Leafs Fan Let Down One Last Time
This wasn't a new idea.
But new ideas and Toronto Maple Leafs haven't fit together in the same sentence for decades.
Terrence Siebert of Hamilton, Ontario was only 57 years old and was truly a proud member of Leafs Nation to the end. Little did he know that -- as he looked on at age 11 -- when Toronto hoisted the Stanley Cup in 1967, it would be the last time he would gaze upon a scene from hockey heaven.
Instead, the Leafs made certain he'd spend the rest of his fandom in hockey hell. Like in the 2013 playoffs, after leading the Boston Bruins three games to one and being forced to a seventh. It was pure Leafness:
So, as he saw the final curtain coming down, Siebert knew there was only one way his tortured hockey soul could be properly put to rest. It was time for his team to symbolize for him what it does best. Get in a hole it can't climb out of.

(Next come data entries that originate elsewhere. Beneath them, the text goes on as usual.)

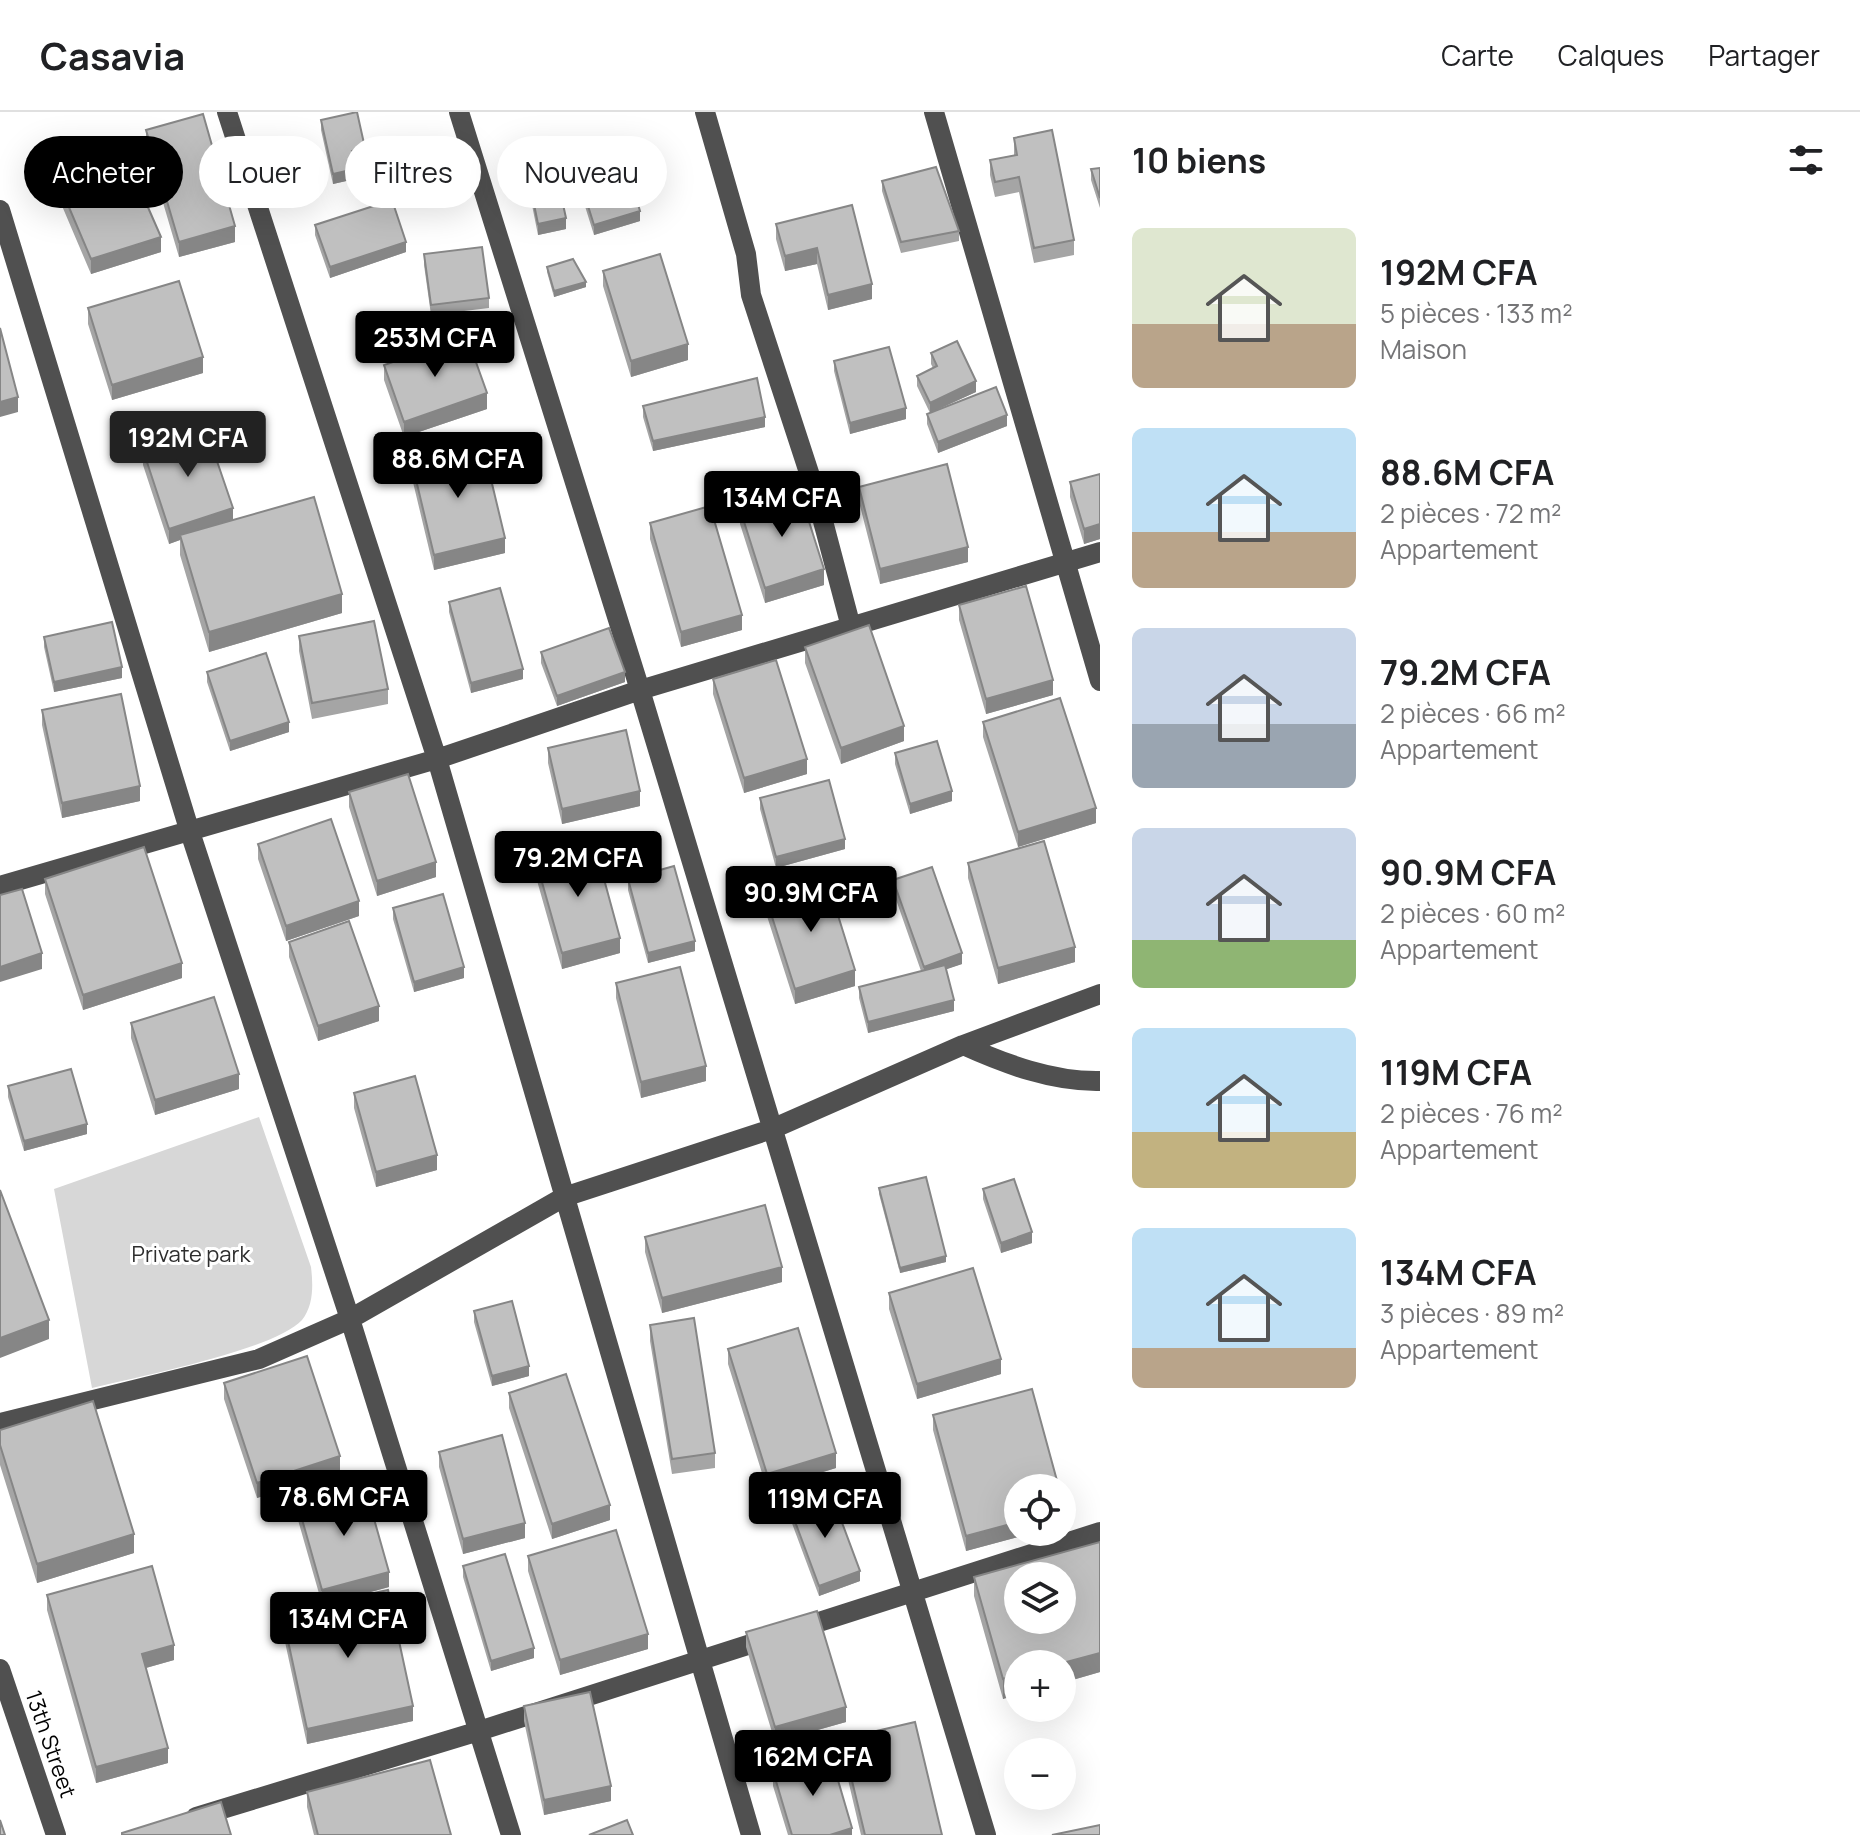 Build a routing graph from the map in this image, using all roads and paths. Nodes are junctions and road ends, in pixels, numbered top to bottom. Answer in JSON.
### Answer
{"nodes":[{"id":1,"x":227,"y":112,"type":"edge"},
{"id":2,"x":459,"y":112,"type":"edge"},
{"id":3,"x":705,"y":112,"type":"edge"},
{"id":4,"x":934,"y":112,"type":"edge"},
{"id":5,"x":0,"y":210,"type":"edge"},
{"id":6,"x":1100,"y":552,"type":"edge"},
{"id":7,"x":1066,"y":562,"type":"junction"},
{"id":8,"x":851,"y":627,"type":"junction"},
{"id":9,"x":1100,"y":681,"type":"edge"},
{"id":10,"x":640,"y":690,"type":"junction"},
{"id":11,"x":437,"y":759,"type":"junction"},
{"id":12,"x":189,"y":829,"type":"junction"},
{"id":13,"x":0,"y":886,"type":"edge"},
{"id":14,"x":1100,"y":994,"type":"edge"},
{"id":15,"x":963,"y":1045,"type":"junction"},
{"id":16,"x":1100,"y":1081,"type":"edge"},
{"id":17,"x":772,"y":1129,"type":"junction"},
{"id":18,"x":564,"y":1197,"type":"junction"},
{"id":19,"x":350,"y":1319,"type":"junction"},
{"id":20,"x":0,"y":1423,"type":"edge"},
{"id":21,"x":1100,"y":1532,"type":"edge"},
{"id":22,"x":911,"y":1592,"type":"junction"},
{"id":23,"x":702,"y":1659,"type":"junction"},
{"id":24,"x":0,"y":1669,"type":"edge"},
{"id":25,"x":479,"y":1731,"type":"junction"},
{"id":26,"x":181,"y":1821,"type":"edge"},
{"id":27,"x":56,"y":1835,"type":"edge"},
{"id":28,"x":511,"y":1835,"type":"edge"},
{"id":29,"x":751,"y":1835,"type":"edge"},
{"id":30,"x":986,"y":1835,"type":"edge"}],
"edges":[{"from":1,"to":11,"type":"street"},
{"from":2,"to":10,"type":"street"},
{"from":3,"to":8,"type":"street"},
{"from":4,"to":7,"type":"street"},
{"from":5,"to":12,"type":"street"},
{"from":6,"to":7,"type":"street"},
{"from":7,"to":8,"type":"street"},
{"from":7,"to":9,"type":"street"},
{"from":8,"to":10,"type":"street"},
{"from":10,"to":11,"type":"street"},
{"from":10,"to":17,"type":"street"},
{"from":11,"to":12,"type":"street"},
{"from":11,"to":18,"type":"street"},
{"from":12,"to":13,"type":"street"},
{"from":12,"to":19,"type":"street"},
{"from":14,"to":15,"type":"street"},
{"from":15,"to":16,"type":"street"},
{"from":15,"to":17,"type":"street"},
{"from":17,"to":18,"type":"street"},
{"from":17,"to":22,"type":"street"},
{"from":18,"to":19,"type":"street"},
{"from":18,"to":23,"type":"street"},
{"from":19,"to":20,"type":"street"},
{"from":19,"to":25,"type":"street"},
{"from":21,"to":22,"type":"street"},
{"from":22,"to":23,"type":"street"},
{"from":22,"to":30,"type":"street"},
{"from":23,"to":25,"type":"street"},
{"from":23,"to":29,"type":"street"},
{"from":24,"to":27,"type":"street","name":"13th Street"},
{"from":25,"to":26,"type":"street"},
{"from":25,"to":28,"type":"street"}]}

One can only imagine the dirge that was chosen for his sendoff.
Elaborate send-offs of hardcore fans have taken unique forms from time to time. Like the Steelers fan who did take it with him by being buried in his black-&-gold pajamas, reposed in his favorite recliner, beer and cigarettes by his side.
And those who wouldn't be caught dead -- literally -- in any casket that didn't have their favorite team's logo on it. They even make lovely parting gifts -- as it were -- for minor league teams that believe their fans should plan ahead.
In fact, variations on the theme have become a niche industry. Here's one in Kansas City:
If it's any cosolation to the late Mr Siebert, at least he's gone to a place where he will no longer suffer the indignities that his loyalty has foisted upon him. Assuming, that is, he doesn't see a Canadiens fan there.
And if he does, he'll probably think he didn't make it to heaven.